→ **WHAT YOU NEED TO DO**: Transcribe the listing below from its opening line up to and including the line that contains "Which roads connect"; reproduce nothing else.

→ **EXTRACTED ENTRIES**:
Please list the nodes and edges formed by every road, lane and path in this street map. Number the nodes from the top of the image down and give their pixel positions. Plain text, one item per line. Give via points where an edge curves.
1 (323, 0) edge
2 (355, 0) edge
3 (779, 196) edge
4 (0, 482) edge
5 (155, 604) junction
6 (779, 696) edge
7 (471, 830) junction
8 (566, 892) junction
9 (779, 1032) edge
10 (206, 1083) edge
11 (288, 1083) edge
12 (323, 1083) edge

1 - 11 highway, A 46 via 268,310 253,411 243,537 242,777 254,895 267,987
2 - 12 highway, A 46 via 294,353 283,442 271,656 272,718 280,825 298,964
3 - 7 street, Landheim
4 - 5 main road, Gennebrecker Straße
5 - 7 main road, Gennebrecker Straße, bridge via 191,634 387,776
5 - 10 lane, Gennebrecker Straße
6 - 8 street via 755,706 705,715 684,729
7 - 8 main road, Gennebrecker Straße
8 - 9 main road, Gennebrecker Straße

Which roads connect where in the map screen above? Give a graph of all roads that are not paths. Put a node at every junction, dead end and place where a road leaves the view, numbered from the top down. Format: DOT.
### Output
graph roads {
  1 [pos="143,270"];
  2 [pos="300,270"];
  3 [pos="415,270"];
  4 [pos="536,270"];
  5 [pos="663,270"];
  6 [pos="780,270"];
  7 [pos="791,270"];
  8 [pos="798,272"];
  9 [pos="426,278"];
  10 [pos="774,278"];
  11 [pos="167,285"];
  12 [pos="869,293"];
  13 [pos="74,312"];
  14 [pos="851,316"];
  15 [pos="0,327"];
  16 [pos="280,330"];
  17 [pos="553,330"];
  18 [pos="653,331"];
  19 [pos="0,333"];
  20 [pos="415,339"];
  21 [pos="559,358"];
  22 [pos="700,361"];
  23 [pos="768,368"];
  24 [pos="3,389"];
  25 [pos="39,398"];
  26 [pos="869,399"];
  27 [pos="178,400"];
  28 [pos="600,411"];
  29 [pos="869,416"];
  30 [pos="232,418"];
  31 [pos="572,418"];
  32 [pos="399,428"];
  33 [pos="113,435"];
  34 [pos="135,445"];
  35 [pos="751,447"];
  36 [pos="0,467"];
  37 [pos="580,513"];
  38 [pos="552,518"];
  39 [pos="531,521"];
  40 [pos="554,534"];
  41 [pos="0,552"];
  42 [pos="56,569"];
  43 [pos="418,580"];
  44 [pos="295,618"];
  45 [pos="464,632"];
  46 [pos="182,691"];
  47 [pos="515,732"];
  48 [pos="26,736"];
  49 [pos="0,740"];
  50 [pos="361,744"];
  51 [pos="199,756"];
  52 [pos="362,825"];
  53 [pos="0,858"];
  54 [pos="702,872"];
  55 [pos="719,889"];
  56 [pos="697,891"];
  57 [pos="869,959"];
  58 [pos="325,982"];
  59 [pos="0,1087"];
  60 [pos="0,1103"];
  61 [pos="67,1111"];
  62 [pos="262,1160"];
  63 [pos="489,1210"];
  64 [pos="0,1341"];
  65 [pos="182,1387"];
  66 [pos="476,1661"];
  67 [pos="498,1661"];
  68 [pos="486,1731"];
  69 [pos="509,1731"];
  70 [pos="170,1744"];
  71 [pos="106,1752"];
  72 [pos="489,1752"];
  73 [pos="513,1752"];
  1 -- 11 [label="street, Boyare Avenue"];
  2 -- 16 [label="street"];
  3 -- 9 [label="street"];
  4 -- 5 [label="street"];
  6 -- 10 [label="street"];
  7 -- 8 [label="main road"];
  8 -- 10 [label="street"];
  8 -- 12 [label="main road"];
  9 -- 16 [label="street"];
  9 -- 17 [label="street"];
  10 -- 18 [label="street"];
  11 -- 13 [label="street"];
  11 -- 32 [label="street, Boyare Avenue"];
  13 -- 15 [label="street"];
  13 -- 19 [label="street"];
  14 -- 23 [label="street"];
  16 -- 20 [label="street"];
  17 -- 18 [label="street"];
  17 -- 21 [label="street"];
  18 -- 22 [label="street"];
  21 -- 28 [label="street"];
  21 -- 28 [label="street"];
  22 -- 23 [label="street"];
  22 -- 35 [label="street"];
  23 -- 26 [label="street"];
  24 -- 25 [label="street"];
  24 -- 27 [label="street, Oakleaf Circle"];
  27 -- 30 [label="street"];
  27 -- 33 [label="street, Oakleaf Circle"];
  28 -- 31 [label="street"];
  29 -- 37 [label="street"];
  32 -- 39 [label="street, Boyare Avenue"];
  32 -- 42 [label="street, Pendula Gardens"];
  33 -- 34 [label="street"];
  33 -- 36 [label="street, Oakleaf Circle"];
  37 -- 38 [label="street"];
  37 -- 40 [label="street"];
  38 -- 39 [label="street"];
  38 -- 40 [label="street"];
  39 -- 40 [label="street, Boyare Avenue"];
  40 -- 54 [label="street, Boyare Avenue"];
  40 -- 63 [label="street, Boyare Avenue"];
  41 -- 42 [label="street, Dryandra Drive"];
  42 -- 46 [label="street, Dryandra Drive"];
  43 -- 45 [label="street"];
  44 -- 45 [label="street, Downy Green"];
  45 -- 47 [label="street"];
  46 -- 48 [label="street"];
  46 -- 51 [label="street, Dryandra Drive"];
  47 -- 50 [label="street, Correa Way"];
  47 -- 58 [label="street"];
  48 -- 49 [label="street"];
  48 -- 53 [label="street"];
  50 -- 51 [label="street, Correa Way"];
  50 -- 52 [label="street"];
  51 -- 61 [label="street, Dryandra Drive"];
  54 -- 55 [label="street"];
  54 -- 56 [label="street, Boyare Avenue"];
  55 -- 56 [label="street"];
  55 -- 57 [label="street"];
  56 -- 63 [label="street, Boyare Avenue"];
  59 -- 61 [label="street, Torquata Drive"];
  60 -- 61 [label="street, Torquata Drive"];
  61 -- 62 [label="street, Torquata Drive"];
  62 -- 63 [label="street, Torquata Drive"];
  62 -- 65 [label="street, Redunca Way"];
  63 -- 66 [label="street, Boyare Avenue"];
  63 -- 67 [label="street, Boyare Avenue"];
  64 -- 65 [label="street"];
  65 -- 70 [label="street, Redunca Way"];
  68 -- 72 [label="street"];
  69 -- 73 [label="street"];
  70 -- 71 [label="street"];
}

→ **TASK ANSWER**:
Please list the nodes and edges formed by every road, lane and path in this street map. Number the nodes from the top of the image down and give their pixel positions. Plain text, one item per line. Give via points where an edge curves.
1 (323, 0) edge
2 (355, 0) edge
3 (779, 196) edge
4 (0, 482) edge
5 (155, 604) junction
6 (779, 696) edge
7 (471, 830) junction
8 (566, 892) junction
9 (779, 1032) edge
10 (206, 1083) edge
11 (288, 1083) edge
12 (323, 1083) edge

1 - 11 highway, A 46 via 268,310 253,411 243,537 242,777 254,895 267,987
2 - 12 highway, A 46 via 294,353 283,442 271,656 272,718 280,825 298,964
3 - 7 street, Landheim
4 - 5 main road, Gennebrecker Straße
5 - 7 main road, Gennebrecker Straße, bridge via 191,634 387,776
5 - 10 lane, Gennebrecker Straße
6 - 8 street via 755,706 705,715 684,729
7 - 8 main road, Gennebrecker Straße
8 - 9 main road, Gennebrecker Straße

Which roads connect where in the map screen above? Give a graph of all roads that are not paths. Put a node at every junction, dead end and place where a road leaves the view, numbered from the top down. Format: DOT.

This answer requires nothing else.